● **DIRECTIONS FOR THIS TASK**: Your task is to copy each line of the listing that contains the word "Yılmaz".

● **TASK DATA**:
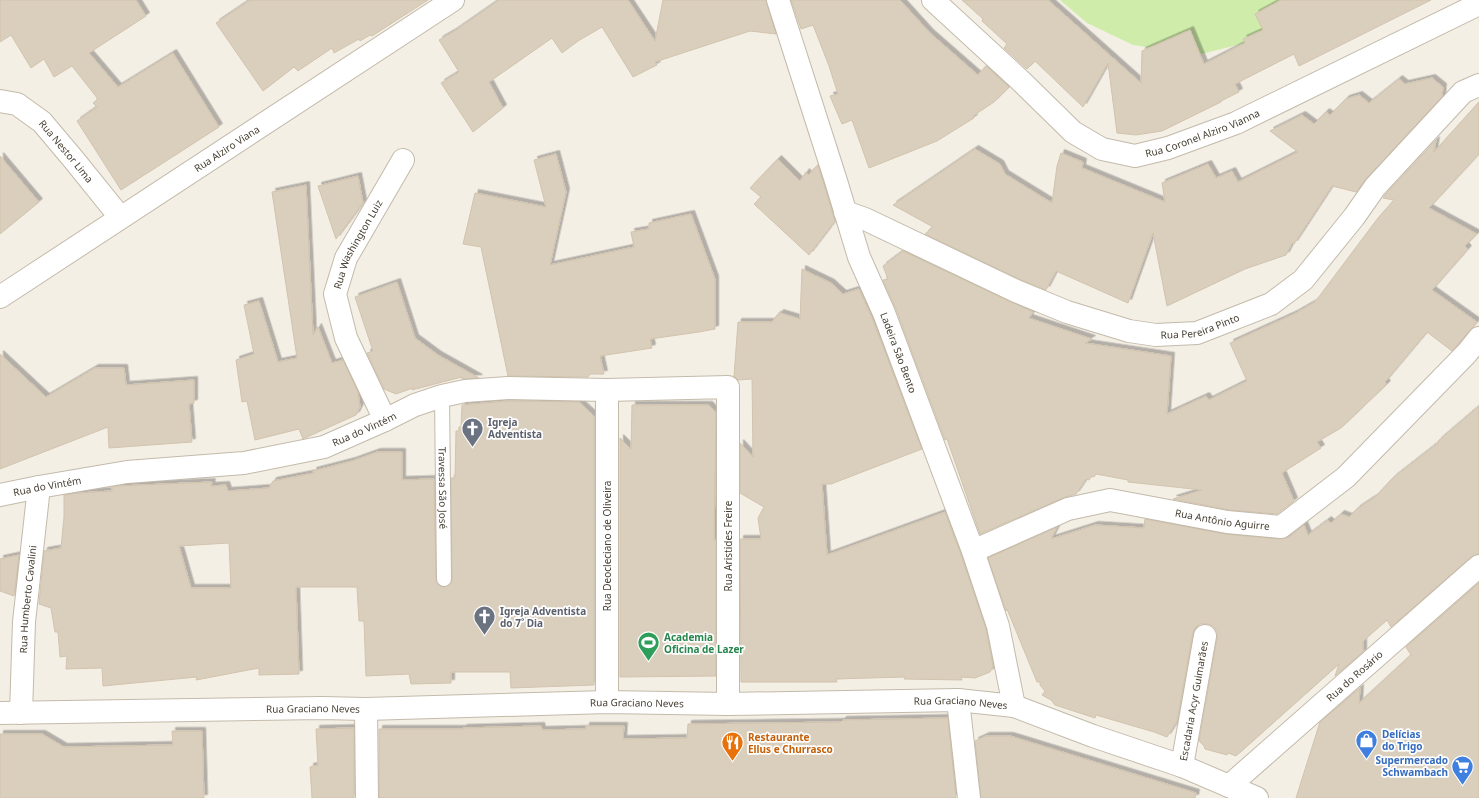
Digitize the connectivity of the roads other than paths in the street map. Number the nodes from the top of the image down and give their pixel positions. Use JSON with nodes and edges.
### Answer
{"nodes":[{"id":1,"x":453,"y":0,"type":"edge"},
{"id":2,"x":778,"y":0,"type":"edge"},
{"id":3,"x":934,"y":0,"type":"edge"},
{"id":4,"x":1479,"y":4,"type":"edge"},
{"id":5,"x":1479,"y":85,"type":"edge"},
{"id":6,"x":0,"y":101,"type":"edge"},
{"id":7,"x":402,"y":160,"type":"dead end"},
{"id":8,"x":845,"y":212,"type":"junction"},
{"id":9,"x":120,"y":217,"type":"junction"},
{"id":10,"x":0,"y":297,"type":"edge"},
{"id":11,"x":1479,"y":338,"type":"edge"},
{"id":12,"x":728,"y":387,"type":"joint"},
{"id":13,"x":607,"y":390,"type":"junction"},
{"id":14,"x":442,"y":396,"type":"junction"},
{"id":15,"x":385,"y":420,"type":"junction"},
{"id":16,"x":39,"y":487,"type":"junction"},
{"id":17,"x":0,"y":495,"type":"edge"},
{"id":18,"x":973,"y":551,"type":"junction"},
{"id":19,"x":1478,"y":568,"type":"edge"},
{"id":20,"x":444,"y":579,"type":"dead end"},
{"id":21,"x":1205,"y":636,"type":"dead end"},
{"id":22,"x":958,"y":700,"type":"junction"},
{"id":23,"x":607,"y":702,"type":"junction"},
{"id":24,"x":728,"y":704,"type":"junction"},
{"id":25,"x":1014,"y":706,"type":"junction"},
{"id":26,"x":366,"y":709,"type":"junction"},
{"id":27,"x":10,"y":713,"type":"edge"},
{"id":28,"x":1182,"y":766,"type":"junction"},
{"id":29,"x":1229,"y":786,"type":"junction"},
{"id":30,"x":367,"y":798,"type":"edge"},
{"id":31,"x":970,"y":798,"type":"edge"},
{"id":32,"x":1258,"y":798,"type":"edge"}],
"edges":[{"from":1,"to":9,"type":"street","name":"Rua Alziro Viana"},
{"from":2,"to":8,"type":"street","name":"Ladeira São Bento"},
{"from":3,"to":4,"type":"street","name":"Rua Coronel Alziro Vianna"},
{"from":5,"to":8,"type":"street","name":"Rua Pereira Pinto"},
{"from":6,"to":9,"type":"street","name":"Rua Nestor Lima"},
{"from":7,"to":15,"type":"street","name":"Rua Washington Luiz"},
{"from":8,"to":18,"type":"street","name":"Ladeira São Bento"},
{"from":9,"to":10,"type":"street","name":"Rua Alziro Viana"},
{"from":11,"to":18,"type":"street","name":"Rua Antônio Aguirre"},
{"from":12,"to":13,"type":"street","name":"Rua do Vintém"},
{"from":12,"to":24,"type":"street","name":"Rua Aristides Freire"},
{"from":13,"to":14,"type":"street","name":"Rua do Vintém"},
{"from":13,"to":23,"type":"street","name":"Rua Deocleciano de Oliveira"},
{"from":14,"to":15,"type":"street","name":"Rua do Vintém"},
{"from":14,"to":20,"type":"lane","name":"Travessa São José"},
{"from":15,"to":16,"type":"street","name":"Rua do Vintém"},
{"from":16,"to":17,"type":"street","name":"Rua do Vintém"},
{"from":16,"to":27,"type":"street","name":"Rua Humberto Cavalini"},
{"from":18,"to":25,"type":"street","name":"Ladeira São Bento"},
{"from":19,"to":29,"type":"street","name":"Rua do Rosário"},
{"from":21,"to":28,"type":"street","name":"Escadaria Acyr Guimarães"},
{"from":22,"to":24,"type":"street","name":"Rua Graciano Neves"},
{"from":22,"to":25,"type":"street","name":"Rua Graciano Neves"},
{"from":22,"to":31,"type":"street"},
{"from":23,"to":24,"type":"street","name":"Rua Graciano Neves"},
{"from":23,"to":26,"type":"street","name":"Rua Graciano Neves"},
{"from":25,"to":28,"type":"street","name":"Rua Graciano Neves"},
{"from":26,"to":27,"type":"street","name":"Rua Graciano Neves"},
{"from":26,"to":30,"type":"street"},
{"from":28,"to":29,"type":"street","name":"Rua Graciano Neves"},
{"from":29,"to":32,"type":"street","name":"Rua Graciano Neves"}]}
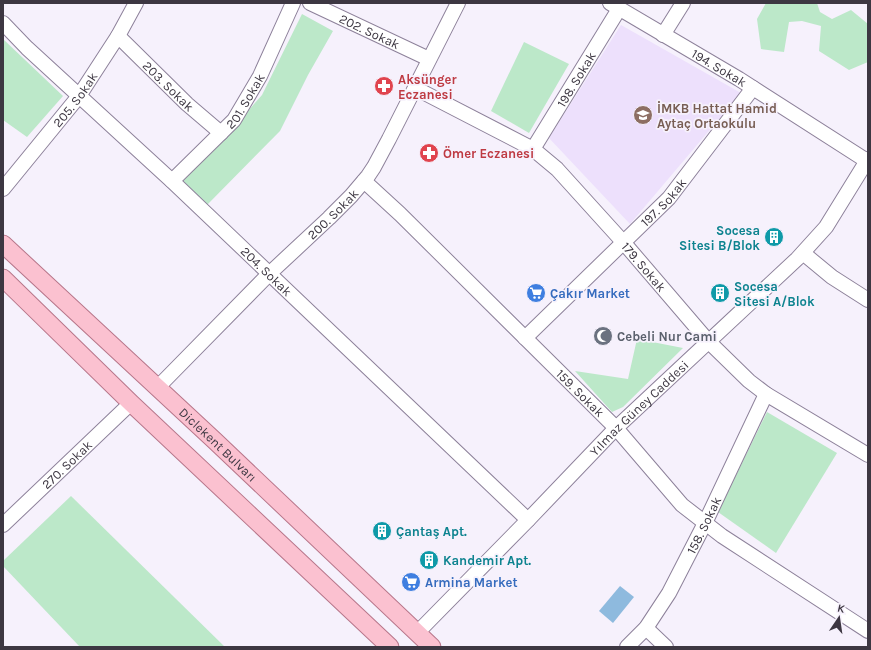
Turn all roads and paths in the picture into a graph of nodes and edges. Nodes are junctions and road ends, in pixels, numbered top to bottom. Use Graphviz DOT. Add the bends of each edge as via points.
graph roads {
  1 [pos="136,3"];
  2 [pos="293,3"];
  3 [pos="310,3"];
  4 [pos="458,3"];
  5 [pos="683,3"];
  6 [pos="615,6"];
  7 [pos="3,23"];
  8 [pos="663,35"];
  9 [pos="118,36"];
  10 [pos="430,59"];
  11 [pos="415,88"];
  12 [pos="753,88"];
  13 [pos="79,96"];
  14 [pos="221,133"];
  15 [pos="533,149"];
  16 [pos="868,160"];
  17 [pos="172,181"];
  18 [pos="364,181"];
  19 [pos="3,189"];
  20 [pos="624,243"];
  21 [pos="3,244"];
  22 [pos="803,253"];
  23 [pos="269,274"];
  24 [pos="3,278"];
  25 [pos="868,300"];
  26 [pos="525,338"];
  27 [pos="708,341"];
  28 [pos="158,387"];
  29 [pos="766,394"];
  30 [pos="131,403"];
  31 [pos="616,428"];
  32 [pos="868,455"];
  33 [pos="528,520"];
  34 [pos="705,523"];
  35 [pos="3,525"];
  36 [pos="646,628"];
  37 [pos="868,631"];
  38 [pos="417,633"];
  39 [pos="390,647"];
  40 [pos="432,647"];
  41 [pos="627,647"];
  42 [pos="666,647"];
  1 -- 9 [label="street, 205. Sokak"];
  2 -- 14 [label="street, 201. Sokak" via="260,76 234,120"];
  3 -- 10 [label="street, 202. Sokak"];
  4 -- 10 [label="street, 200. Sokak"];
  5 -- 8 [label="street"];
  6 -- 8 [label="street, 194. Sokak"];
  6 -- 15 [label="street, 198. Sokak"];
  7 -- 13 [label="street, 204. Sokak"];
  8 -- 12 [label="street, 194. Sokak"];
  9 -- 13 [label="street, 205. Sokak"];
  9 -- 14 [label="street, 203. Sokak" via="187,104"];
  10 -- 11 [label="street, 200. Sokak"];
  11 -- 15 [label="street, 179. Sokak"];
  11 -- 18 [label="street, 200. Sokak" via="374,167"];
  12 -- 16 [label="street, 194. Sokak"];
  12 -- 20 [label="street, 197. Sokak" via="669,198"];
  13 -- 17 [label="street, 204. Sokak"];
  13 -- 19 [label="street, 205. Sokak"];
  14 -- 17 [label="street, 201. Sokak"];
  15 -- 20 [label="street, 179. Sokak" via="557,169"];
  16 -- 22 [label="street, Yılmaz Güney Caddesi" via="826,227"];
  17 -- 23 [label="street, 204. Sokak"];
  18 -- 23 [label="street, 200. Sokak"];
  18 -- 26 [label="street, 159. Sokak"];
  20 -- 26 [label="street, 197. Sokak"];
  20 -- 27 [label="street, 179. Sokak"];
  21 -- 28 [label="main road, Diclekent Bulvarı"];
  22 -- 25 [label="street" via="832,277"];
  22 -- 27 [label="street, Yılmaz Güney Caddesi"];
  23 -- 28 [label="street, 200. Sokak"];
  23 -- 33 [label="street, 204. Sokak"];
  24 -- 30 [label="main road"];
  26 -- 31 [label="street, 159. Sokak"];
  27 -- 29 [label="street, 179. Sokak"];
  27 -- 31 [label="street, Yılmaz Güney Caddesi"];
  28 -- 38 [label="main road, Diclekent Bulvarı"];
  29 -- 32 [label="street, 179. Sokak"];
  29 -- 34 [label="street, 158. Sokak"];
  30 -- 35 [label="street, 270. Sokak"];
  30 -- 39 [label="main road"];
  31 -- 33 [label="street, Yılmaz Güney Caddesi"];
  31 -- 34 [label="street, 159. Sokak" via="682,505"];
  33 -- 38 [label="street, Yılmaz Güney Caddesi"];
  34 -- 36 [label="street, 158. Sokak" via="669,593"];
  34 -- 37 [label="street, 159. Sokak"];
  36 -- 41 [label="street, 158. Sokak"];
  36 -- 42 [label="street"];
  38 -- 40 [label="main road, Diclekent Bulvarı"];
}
==
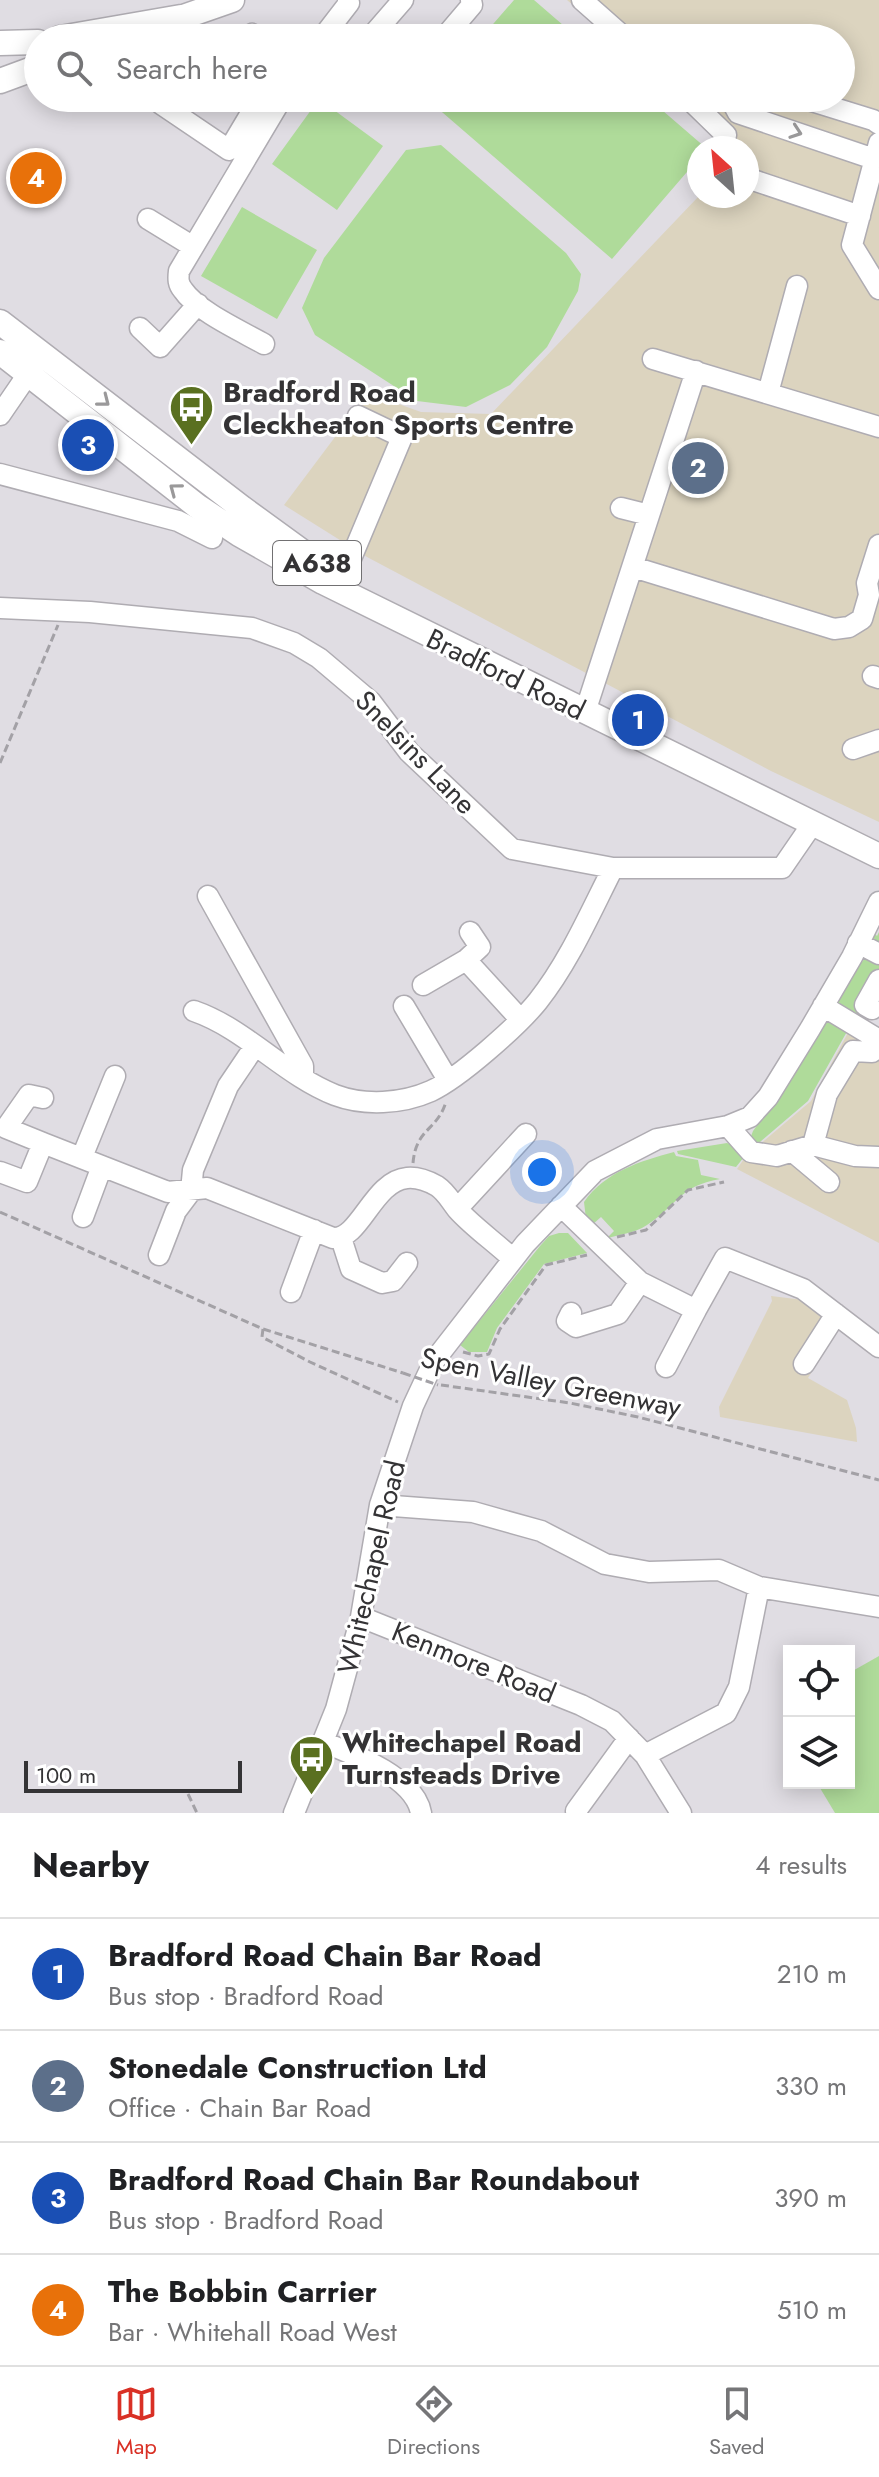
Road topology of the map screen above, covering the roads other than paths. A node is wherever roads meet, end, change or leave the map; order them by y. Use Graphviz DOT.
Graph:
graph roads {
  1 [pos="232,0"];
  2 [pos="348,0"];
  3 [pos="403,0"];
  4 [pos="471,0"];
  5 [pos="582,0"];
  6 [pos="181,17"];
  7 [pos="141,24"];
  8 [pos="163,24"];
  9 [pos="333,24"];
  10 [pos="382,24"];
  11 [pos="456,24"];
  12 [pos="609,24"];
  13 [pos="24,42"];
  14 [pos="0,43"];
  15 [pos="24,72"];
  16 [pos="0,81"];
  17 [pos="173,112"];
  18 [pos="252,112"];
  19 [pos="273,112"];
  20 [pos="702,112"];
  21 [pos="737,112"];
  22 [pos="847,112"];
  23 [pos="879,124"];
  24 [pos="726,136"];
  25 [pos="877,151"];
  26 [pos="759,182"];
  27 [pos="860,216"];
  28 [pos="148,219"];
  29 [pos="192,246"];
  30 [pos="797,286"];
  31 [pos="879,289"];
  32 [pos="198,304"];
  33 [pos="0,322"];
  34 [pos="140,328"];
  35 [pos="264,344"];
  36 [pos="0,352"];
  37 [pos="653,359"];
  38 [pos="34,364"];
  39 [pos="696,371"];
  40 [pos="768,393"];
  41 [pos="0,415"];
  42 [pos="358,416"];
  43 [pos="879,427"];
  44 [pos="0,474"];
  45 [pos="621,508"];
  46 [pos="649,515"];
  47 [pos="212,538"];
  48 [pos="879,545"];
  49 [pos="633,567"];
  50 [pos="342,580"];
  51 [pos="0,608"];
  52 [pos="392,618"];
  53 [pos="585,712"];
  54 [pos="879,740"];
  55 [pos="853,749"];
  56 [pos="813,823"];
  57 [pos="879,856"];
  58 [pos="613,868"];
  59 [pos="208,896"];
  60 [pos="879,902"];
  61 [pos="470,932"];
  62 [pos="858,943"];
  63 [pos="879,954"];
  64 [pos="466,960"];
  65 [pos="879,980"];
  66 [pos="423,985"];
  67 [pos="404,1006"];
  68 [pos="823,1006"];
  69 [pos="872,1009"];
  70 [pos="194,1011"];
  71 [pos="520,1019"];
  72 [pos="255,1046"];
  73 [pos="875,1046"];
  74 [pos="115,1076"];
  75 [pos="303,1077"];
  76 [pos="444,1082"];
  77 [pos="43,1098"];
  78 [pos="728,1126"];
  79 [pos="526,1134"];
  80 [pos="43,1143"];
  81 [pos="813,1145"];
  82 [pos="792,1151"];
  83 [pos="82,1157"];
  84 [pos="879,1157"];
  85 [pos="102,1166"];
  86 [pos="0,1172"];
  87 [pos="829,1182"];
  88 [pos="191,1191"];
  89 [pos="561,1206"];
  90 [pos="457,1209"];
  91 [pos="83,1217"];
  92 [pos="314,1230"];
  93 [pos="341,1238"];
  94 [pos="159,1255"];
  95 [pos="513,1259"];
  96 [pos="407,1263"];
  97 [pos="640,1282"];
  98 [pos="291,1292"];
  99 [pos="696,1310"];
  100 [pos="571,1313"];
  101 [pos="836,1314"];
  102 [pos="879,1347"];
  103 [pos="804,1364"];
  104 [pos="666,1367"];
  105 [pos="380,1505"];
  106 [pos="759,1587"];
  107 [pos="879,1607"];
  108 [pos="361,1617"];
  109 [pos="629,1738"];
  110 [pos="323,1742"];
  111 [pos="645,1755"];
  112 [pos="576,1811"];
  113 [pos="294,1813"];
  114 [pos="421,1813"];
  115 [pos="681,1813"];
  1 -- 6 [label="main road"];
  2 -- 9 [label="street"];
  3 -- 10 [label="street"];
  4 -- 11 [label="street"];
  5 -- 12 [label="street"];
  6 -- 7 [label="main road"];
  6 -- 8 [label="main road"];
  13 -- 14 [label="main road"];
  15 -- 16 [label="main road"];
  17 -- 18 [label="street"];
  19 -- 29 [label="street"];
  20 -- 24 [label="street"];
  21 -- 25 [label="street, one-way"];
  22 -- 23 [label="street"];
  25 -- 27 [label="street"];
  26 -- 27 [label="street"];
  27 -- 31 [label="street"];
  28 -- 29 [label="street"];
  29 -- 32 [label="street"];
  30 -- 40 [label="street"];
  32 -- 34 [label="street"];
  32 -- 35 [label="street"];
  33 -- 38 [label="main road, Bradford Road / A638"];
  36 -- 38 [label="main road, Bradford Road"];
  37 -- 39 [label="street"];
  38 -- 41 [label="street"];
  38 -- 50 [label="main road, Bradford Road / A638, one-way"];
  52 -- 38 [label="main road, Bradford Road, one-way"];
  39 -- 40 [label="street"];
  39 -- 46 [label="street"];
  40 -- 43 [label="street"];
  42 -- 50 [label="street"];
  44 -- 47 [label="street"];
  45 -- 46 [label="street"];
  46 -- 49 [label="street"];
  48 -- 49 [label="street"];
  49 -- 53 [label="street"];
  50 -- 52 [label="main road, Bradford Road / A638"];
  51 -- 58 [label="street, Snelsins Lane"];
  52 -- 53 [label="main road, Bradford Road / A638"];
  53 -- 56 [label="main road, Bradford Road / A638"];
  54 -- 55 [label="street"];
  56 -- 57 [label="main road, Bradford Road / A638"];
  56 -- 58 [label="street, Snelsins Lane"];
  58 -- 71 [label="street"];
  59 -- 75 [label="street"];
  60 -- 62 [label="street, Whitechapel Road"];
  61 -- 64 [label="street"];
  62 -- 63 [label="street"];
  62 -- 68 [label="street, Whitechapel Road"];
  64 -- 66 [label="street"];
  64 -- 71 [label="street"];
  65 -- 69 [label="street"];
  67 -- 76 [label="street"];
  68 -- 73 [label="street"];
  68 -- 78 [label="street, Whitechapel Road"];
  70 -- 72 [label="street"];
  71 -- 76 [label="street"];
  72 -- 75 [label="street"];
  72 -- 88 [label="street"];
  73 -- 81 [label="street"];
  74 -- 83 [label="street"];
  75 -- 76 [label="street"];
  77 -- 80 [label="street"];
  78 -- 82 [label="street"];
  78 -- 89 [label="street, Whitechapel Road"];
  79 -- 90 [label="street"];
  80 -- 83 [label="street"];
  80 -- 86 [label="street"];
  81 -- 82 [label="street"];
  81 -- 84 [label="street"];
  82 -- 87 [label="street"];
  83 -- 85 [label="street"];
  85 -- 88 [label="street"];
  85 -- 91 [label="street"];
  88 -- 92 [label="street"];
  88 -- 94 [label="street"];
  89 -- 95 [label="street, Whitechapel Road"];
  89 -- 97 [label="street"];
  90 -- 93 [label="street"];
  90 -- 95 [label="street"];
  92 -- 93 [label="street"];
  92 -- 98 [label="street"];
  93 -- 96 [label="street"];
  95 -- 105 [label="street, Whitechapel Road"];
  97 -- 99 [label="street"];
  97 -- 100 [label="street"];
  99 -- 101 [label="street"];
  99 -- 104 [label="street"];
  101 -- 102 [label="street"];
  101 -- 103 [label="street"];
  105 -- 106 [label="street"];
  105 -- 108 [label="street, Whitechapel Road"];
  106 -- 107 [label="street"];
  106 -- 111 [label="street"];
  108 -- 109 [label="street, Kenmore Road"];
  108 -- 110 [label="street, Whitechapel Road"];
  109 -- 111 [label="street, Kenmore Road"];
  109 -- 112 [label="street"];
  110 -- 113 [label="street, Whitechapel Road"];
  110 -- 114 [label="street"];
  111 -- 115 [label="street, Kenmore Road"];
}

● **OUTPUT OF THE EXERCISE**:
  16 -- 22 [label="street, Yılmaz Güney Caddesi" via="826,227"];
  22 -- 27 [label="street, Yılmaz Güney Caddesi"];
  27 -- 31 [label="street, Yılmaz Güney Caddesi"];
  31 -- 33 [label="street, Yılmaz Güney Caddesi"];
  33 -- 38 [label="street, Yılmaz Güney Caddesi"];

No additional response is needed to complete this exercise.